Summary of Changes in Code Access Security
In the .NET Framework version 4, code access security (CAS) has undergone major changes, with the purpose of simplifying the security system. In earlier versions of the .NET Framework, the rights of a managed application were determined by security policy rules, which were set computer-wide to establish runtime settings. Starting with the .NET Framework 4:
Security policy is no longer in effect. Permissions are still in use; only the policy system has been eliminated.
Access rights for applications are determined by two factors: their permissions (the grant set established by their application domain) and their transparency. All partial-trust applications are classified as transparent. Transparent applications do not have to be concerned with security. Transparency was first used for Microsoft Silverlight and has now been extended to all hosted environments.
Desktop and local intranet applications are granted full trust.
The major change to CAS is the elimination of security policy. CAS itself has not been eliminated; only the use of policy (and some permission requests) has been removed.
This topic provides a short overview of CAS changes in the .NET Framework 4. For more information, see Security Changes in the .NET Framework 4.
The following list describes the trust model for desktop and hosted applications in the .NET Framework 4. For more information, see Security Changes in the .NET Framework 4.
Desktop applications. As in previous versions of the .NET Framework, managed applications that reside on the desktop (unless they have been downloaded from the Web) are granted full trust. Applications that reside on shares on the local intranet are also granted full trust. You can no longer use policy to restrict permissions for an application based on its folder on the local hard drive.
Hosted applications. Applications that run in a sandbox (for example, Silverlight-based applications) are granted a limited set of permissions that determine which computer resources they can access (for example, which files they are allowed to use). Sandboxes provide the ability to identify some assemblies within the sandbox as being partially trusted and some as being fully trusted. The partial-trust assemblies are granted a specific set of permissions, as determined by the application domain (System.AppDomain) that created the sandbox. Some of the full-trust code in the full-trust libraries can be called by partially trusted code. That trusted code can make calls to protected resources on the computer. However, publicly accessible full-trust types and members that can call into protected resources must have undergone a security audit. Those members are classified as being safe-critical, as discussed in the next section. They can be called by partial-trust (transparent) code and, in turn, they can call into critical code.
Security transparency separates security-sensitive code from non-security-sensitive code. It was introduced in the .NET Framework version 2.0 to make security audits easier by annotating code that had to perform security-sensitive actions as security-critical. This meant that any code that was not security-critical (that is, transparent code) did not require a thorough review. However, in these earlier versions of the .NET Framework, transparency was used only by Microsoft code.
In the .NET Framework 4, this model has been extended and the rules have been tightened to turn security transparency into an enforcement model. In this enhanced model, code that is security-sensitive and callable by partial-trust applications is more easily identifiable. This further reduces the surface area that has to be audited.
The following table shows the transparency categories and the associated attributes for annotating code.
Code that does not do anything that is inherently security-sensitive.
Code that can do anything, but that cannot be called from partial-trust applications.
Code that can do anything and that can be called from partial-trust applications. This is the safe brokering layer; its purpose is to perform proper security checks and validation before calling critical code.
Transparent code cannot do the following, regardless of the permissions granted to it:
Contain unverifiable code.
Use platform invoke.
Perform Assert operations.
Call critical code.
Derive from critical code.
Call code that is protected by a LinkDemand (that is, code that is considered critical).

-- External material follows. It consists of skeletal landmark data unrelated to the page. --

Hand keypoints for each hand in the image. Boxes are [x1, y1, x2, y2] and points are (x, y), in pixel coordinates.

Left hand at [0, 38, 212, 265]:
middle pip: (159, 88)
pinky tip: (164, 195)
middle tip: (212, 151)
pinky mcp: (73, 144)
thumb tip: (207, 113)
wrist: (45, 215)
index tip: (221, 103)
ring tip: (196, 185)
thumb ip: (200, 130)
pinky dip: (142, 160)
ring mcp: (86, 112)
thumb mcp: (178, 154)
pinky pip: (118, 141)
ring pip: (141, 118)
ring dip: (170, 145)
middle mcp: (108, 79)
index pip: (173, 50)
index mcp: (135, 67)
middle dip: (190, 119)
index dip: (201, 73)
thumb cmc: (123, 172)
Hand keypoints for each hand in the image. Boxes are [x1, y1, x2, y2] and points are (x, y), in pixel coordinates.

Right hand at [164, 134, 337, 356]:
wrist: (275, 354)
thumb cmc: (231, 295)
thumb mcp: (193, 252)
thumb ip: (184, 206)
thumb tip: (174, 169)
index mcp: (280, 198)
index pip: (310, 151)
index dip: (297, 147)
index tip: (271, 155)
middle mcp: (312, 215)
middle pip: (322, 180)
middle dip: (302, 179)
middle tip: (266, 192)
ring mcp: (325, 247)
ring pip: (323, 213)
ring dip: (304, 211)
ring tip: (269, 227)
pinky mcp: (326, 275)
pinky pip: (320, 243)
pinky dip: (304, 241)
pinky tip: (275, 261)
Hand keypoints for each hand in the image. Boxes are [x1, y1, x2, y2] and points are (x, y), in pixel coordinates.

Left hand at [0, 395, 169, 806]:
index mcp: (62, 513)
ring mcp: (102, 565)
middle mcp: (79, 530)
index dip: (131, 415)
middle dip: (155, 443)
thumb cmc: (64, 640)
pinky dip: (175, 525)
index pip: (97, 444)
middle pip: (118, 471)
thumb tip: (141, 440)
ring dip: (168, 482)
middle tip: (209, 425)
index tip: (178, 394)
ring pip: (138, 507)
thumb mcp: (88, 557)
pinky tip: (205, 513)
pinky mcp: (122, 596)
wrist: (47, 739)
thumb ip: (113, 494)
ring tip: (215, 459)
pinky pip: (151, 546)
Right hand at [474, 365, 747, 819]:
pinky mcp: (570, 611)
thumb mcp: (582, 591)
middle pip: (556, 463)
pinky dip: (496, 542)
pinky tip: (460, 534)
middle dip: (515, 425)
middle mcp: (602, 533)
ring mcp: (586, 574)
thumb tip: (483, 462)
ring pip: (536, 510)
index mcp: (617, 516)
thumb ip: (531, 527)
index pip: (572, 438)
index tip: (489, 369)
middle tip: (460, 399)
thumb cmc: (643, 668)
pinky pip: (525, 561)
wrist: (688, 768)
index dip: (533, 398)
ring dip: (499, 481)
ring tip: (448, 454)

If your code tries to violate these rules, exceptions are thrown (even if your code has full trust). For more information, see Security Changes in the .NET Framework 4.
Note that security sensitivity is defined in the common language runtime (CLR) as actions that are prohibited for transparent code. The transparency model does not protect against scenario-specific security violations such as storing passwords in fields.

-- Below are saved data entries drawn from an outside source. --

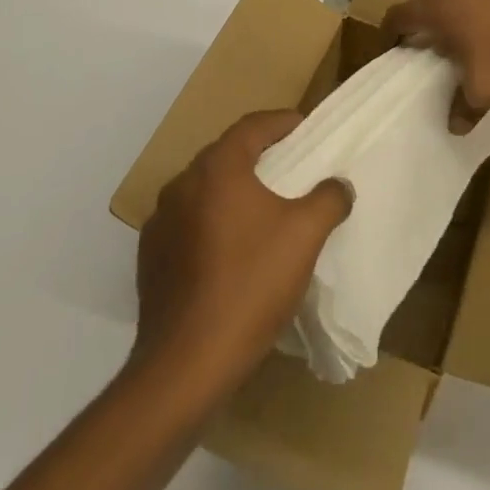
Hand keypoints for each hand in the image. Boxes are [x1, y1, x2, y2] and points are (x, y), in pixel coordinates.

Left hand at [132, 111, 351, 392]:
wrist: (185, 366)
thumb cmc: (250, 284)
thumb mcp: (305, 235)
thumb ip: (329, 198)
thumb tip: (339, 185)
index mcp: (217, 167)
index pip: (253, 125)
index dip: (283, 123)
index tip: (306, 130)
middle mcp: (182, 183)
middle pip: (227, 155)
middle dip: (260, 158)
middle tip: (291, 170)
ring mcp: (160, 222)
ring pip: (205, 192)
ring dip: (234, 193)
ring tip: (263, 213)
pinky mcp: (150, 259)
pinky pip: (188, 225)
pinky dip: (212, 226)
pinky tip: (231, 254)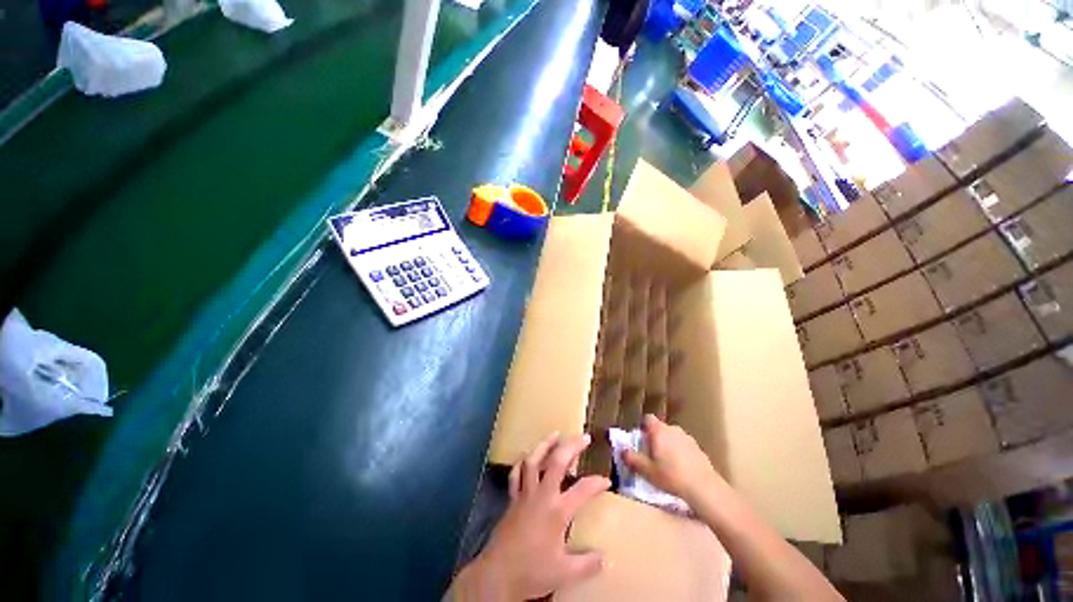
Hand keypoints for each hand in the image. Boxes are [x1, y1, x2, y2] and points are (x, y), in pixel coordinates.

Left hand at [453, 433, 610, 600]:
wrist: (497, 574)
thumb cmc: (532, 571)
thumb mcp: (564, 573)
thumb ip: (587, 564)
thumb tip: (605, 557)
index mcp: (557, 511)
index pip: (583, 489)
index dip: (597, 483)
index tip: (607, 481)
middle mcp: (542, 495)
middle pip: (557, 462)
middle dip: (572, 446)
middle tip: (584, 437)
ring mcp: (525, 493)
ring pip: (534, 460)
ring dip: (545, 445)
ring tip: (555, 434)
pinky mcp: (513, 498)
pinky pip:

Each AppDomain has an associated permission set, which is defined by the host in a hosted scenario. (The permission set is full trust for code that is not hosted.)
Partial-trust code is always transparent; therefore, it cannot perform the actions prohibited for transparent code (see transparency).

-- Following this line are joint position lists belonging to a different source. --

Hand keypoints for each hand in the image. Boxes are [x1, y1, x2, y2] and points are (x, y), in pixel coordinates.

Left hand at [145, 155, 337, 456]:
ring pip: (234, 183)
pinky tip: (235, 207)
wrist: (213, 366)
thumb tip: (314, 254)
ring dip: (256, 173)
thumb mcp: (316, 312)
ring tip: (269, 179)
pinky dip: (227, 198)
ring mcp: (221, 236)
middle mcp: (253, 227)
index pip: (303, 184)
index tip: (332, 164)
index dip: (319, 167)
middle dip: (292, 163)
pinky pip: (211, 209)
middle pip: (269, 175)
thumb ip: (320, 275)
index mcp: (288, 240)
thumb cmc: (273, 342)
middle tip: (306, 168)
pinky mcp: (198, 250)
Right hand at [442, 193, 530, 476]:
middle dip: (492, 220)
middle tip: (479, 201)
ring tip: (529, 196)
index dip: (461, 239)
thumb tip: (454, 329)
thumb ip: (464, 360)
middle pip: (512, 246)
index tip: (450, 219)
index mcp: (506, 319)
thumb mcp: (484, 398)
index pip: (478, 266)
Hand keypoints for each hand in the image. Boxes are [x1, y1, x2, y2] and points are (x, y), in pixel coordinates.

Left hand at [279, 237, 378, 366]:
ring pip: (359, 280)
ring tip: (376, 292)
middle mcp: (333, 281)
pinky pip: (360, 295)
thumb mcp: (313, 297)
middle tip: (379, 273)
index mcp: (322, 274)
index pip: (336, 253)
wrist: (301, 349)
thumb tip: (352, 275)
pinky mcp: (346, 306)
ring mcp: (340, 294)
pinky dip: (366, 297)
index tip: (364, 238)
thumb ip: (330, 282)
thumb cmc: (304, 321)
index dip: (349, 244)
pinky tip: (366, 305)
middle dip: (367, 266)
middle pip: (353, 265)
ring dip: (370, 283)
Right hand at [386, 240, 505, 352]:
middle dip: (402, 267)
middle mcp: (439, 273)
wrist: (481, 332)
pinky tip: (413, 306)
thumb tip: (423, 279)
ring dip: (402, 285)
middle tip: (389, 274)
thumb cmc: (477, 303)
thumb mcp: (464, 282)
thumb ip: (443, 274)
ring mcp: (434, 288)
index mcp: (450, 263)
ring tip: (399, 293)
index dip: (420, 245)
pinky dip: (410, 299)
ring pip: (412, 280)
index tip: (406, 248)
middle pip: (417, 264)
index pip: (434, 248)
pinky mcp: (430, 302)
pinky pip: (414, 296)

By default, full-trust code is critical unless it has been marked as being transparent. If a desktop application is marked as transparent, it cannot call critical code, even though it has full trust.
Libraries may be exposed to partial-trust code both by the host and by the .NET Framework. These libraries contain a mix of transparent, critical, and safe-critical code.
The safe-critical code must also perform any other checks and validation before and after calls to critical functionality. For example, exceptions and messages may have to be filtered before being passed to partially trusted code.
Critical code has to assert the permissions it needs when it is called by partial-trust code, because critical code might be doing something that the partial-trust code is not allowed to do.